Serbian FM sings in Turkish during Erdogan’s visit (VIDEO, PHOTO)

Serbian FM sings in Turkish during Erdogan’s visit (VIDEO, PHOTO)
The visit of Turkey’s president to Serbia has been marked by some odd moments, with Belgrade’s FM singing in Turkish and Recep Tayyip Erdogan being greeted by a large banner reading “Welcome Sultan.”

Erdogan is on a two-day visit to Serbia to meet senior officials and to participate in a Turkish-Serbian business forum.

On Tuesday in Belgrade, Erdogan pledged gas and Turkish investments for the Balkans and signed deals with President Aleksandar Vucic to expand bilateral free trade agreements.

The spotlight of the trip, however, was seemingly stolen by some bizarre moments.

While visiting the town of Novi Pazar alongside Vucic, Erdogan was greeted by a large banner reading “Welcome Sultan” and signed “Ottoman grandchildren,” Reuters reports.

Novi Pazar is the center of the southern Muslim-majority region of Sandzak. The locals waved Turkish flags and shouted “Allahu Akbar.”
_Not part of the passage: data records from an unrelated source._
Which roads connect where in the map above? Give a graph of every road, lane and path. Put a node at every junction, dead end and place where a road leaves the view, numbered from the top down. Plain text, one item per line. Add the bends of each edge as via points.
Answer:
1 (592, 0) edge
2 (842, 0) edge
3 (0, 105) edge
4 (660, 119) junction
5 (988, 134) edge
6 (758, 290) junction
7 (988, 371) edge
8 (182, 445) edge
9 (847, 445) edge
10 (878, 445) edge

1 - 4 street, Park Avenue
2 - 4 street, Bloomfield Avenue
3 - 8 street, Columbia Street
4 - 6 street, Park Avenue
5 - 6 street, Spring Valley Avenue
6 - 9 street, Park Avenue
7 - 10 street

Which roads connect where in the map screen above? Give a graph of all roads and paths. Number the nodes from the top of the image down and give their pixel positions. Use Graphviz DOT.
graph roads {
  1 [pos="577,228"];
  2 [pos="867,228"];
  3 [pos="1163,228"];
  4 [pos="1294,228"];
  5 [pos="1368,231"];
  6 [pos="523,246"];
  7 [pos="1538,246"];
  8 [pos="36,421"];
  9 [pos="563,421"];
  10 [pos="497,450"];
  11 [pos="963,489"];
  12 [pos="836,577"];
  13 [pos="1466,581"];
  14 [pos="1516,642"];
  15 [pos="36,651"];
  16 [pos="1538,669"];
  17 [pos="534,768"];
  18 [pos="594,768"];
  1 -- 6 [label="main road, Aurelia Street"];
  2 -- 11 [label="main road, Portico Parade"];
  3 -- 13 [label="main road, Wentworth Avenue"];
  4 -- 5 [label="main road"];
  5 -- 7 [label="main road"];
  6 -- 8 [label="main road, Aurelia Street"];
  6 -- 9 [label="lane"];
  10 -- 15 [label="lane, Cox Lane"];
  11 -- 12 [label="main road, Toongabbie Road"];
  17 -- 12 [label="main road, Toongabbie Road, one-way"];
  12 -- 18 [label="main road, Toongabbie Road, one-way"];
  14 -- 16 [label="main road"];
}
Serbia's Foreign Minister Ivica Dacic, known for his love of public performances, surprised many when he sang a song in Turkish for Erdogan during a soiree hosted by the Serbian president.

Some Internet users were not amused by the Minister’s performance, though, terming it a disgrace.

One person presumed that Ducic has a karaoke machine in his work cabinet while suggesting that his repertoire for foreign guests is determined through a secret ballot.

A commenter on YouTube referred to Dacic by his nickname “little Sloba,” which emerged during his time as the spokesman for the former Serbian President Slobodan Milosevic, and, which has stuck since.

Another user asked, “how much lower” the Serbian government can fall.

During dinner, the two leaders also exchanged gifts.

Erdogan received a carpet, while the Turkish president gifted his Serbian counterpart a set of chess and a bicycle bearing the inscription, “Aleksandar Vucic.”

Relations between Ankara and Belgrade have never been easy, as Serbia endured centuries under Ottoman Empire rule. And while Muslim Serbians might consider the Ottoman period as a golden era, many Christians perceive it as occupation.